Evaluation of Neural Tension at the Time of Spondylolisthesis Reduction

Peer Reviewed
Part 3: Isthmic Spondylolisthesis: Reduction vs. In-Situ Fusion?
Various studies have been undertaken in an attempt to understand the neurologic deficits that are seen, on occasion, during attempted L5/S1 Spondylolisthesis reduction.

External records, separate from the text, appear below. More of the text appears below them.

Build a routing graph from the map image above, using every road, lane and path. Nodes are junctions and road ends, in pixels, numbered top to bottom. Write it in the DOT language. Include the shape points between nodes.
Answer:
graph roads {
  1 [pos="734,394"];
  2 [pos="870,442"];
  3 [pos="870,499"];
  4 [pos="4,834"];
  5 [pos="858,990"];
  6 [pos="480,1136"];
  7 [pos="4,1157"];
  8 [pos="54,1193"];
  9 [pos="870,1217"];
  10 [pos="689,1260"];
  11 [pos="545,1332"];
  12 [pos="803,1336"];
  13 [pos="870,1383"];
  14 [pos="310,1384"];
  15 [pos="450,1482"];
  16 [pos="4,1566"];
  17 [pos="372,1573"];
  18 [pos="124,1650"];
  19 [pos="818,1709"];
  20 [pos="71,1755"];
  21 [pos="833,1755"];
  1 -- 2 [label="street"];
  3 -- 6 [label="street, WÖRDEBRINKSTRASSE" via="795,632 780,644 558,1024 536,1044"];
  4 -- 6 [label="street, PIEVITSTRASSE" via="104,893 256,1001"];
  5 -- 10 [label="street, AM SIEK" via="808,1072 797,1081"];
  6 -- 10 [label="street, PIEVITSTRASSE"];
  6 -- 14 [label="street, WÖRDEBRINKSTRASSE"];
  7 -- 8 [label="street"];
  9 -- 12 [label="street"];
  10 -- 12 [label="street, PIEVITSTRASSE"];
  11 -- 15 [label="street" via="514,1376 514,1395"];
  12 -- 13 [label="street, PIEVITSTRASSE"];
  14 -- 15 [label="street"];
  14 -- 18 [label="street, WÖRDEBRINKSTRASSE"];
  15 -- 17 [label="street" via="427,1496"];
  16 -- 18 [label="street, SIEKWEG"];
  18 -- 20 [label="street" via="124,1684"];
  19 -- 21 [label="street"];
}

Petraco et al. attempted to analyze L5 root tension during reduction of a 100% L5/S1 Spondylolisthesis by quantitating the change in distance between the L5 pedicle and the anterior upper sacrum [14]. They found definite lengthening of this distance with Spondylolisthesis reduction and established that 71% of the change in this distance occurred with the last 50 % of the reduction (see Figs. 5-7).

test apparatus
Figure 5:
Testing apparatus utilized by Petraco et al. (From [14])

L5 root length vs percent spondylolisthesis
Figure 6:
L5 root length versus percent Spondylolisthesis. Note that L5 root lengthening
is more pronounced during the last portion of the reduction. (From [14])

L5 root strain vs percent spondylolisthesis
Figure 7:
L5 root strain versus percent Spondylolisthesis. (From [14])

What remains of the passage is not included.